Altman v. The Incorporated Village of Lynbrook
2:18-cv-04984
E.D.N.YMar 31, 2020Background
- Plaintiffs Daryl Altman and Robert Shepard kept a backyard beehive at 44 Rowe Ave., Lynbrook; after neighbor complaints and multiple inspector visits, the Village obtained an administrative search warrant on June 22, 2017.
- On June 26, 2017 Village officials (building inspector Daly, Police Officer Taylor) and a contractor (Blohm) entered the backyard pursuant to the warrant and removed the beehive and bees; plaintiffs were not present and later learned of the removal.
- Plaintiffs sued under 42 U.S.C. § 1983 and New York common law alleging procedural and substantive due process violations, unlawful search and seizure, uncompensated taking, trespass, conversion, and related claims.
- Defendants moved to dismiss (styled as Rule 12(b)(6) but filed after answers) and alternatively sought judgment on the pleadings or summary judgment; the magistrate treated the filing as a Rule 12(c) motion and declined to convert it to summary judgment.

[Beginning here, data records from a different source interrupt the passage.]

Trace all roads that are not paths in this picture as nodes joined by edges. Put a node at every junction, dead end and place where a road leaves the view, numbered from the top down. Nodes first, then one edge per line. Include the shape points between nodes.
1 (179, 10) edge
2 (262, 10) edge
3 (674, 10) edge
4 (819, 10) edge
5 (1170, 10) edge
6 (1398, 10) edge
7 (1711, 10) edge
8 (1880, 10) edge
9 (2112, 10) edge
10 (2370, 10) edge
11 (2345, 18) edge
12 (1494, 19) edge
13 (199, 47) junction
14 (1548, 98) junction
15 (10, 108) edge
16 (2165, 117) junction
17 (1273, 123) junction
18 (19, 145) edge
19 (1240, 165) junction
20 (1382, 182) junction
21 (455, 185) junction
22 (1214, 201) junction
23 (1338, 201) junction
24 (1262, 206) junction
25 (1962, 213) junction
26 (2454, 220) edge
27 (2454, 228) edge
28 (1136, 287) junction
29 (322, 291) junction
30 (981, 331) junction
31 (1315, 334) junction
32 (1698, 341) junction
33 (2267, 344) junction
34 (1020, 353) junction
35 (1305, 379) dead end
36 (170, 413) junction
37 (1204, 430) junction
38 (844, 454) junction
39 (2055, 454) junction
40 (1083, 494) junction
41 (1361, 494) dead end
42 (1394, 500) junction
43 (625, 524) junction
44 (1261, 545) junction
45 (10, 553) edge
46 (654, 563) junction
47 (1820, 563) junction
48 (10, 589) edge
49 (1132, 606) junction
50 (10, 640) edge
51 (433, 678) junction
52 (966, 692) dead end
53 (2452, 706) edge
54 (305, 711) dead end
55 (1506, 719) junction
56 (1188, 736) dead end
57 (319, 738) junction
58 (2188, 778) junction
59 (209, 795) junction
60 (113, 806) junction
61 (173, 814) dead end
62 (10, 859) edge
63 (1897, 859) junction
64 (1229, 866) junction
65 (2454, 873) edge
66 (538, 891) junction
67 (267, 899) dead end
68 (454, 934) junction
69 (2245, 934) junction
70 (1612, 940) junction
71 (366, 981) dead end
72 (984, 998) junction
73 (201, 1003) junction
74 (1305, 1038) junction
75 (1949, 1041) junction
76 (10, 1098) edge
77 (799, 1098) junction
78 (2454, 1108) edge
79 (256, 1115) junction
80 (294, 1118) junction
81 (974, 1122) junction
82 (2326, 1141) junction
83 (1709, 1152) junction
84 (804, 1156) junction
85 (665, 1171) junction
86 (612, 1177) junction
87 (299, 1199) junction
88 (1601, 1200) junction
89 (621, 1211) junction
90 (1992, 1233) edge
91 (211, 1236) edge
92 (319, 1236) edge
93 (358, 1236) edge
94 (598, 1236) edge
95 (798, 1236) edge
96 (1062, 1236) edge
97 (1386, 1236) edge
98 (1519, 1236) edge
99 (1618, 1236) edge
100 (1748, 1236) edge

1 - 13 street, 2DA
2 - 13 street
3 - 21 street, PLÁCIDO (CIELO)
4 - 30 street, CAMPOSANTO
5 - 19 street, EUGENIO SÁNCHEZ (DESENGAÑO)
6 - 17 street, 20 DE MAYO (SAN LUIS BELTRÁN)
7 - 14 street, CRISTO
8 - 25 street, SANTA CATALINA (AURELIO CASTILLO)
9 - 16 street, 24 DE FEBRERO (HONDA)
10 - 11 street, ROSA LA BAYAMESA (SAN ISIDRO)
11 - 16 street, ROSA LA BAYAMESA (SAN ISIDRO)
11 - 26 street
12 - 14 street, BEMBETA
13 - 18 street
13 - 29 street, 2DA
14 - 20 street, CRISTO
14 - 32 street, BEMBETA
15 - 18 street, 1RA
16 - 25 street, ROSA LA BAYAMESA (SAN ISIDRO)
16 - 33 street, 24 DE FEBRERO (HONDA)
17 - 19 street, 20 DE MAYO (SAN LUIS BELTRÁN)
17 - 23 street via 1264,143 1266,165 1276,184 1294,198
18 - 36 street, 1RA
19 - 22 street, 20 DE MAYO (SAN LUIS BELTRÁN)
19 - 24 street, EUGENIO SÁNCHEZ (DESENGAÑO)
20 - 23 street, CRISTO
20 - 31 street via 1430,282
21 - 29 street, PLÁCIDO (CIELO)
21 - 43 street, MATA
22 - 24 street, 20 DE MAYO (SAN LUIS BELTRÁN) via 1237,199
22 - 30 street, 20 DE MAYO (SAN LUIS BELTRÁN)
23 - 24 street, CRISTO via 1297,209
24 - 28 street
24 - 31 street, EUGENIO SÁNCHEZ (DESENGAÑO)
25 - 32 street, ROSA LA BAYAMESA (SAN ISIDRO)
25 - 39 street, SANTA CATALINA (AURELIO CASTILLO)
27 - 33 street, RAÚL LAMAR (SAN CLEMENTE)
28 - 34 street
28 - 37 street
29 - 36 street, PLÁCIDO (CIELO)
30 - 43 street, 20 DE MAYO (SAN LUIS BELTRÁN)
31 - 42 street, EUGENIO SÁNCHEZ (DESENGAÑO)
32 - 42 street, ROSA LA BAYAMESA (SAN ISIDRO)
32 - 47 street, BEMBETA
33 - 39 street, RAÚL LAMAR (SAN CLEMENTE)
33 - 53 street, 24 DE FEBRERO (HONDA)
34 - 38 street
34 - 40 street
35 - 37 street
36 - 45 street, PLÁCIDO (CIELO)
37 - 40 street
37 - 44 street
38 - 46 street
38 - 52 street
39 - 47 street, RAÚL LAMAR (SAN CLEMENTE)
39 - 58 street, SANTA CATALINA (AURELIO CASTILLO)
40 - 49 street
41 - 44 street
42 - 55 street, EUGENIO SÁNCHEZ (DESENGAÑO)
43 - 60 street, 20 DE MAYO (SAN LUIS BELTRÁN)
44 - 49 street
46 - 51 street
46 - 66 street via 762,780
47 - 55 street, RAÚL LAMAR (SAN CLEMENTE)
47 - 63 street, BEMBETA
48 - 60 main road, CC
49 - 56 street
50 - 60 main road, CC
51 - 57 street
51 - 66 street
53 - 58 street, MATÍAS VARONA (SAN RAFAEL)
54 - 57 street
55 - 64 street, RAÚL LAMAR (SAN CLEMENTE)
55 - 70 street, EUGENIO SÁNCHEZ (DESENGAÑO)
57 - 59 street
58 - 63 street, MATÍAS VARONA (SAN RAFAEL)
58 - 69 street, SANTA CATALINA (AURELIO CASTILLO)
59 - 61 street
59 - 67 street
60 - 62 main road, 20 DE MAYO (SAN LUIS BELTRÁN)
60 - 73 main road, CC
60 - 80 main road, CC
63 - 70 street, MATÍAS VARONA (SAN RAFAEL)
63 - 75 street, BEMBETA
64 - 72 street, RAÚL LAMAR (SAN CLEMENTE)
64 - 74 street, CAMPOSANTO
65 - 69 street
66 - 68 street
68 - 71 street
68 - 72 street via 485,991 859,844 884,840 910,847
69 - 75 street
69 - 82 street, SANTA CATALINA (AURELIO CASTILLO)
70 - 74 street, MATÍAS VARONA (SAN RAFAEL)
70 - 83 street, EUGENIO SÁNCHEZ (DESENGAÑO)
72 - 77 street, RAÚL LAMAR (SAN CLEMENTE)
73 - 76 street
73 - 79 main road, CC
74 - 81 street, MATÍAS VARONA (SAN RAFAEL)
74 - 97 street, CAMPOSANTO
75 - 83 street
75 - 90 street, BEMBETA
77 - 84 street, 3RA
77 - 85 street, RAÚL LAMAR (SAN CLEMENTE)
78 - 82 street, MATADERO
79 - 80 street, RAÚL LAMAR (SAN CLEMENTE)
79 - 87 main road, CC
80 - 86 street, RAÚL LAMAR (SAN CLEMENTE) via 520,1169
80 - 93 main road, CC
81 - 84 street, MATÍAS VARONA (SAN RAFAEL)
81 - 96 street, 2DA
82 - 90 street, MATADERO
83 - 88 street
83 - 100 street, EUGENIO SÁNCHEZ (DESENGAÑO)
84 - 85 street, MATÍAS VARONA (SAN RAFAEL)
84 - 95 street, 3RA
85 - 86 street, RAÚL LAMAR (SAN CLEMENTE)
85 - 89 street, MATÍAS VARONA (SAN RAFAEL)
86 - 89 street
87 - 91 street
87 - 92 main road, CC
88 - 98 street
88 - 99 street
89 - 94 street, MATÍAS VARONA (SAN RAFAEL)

- The magistrate recommended denying the motion to dismiss as to the Fourteenth Amendment procedural due process claim (and Monell theory tied to the Village Attorney/final decisionmaker), while declining to decide other constitutional and common-law claims at this stage.
Issues
| Issue | Plaintiff's Argument | Defendant's Argument | Held |
|---|---|---|---|
| Whether the Rule 12(c) motion should be converted to summary judgment | Plaintiffs argued conversion premature and discovery not done; they opposed summary judgment | Defendants sought alternative relief and relied on some outside materials | Court declined conversion: discovery incomplete and defendants relied mainly on complaint allegations; extrinsic materials excluded |
| Whether failure to give Village Code §59-2 notice (pre-warrant notice) violates procedural due process | Altman: no required notice was given before obtaining the administrative warrant | Village: circumstances required inspection for public welfare; plaintiffs had repeated contact and notice of violation | Court: statutory notice-rule violations alone do not create federal due-process violations; lack of §59-2 notice by itself does not state a §1983 claim |
| Whether absence of pre- or post-deprivation hearing violated procedural due process | Altman: no pre- or post-deprivation hearing was provided for the removal of property (beehive) | Village: contends notice and opportunity to cure were provided and exigent dangers justified action (factual dispute) | Court: claim survives — where deprivation occurs pursuant to established state procedures, pre-deprivation process may be required; existence of exigency is a factual question for discovery |
| Municipal (Monell) liability based on Village Attorney/final decisionmaker | Altman: Ledwith (Village Attorney) and Board had final authority to seek warrant; official policy/custom or final-decision liability supports Monell claim | Village: did not address Monell in motion | Court: Plausible Monell claim sufficiently alleged because actions by an official with final decisionmaking authority may constitute municipal policy; this aspect survives dismissal |
Key Cases Cited
- Bell Atl. Corp. v. Twombly, 550 U.S. 544 (2007) (pleading must state a plausible claim)
- Patel v. Contemporary Classics of Beverly Hills, 259 F.3d 123 (2d Cir. 2001) (12(b)(6) filed after answer should be treated as Rule 12(c))
- Hernandez v. Coffey, 582 F.3d 303 (2d Cir. 2009) (non-movant on notice that motion could be converted to summary judgment may forfeit formal notice requirement)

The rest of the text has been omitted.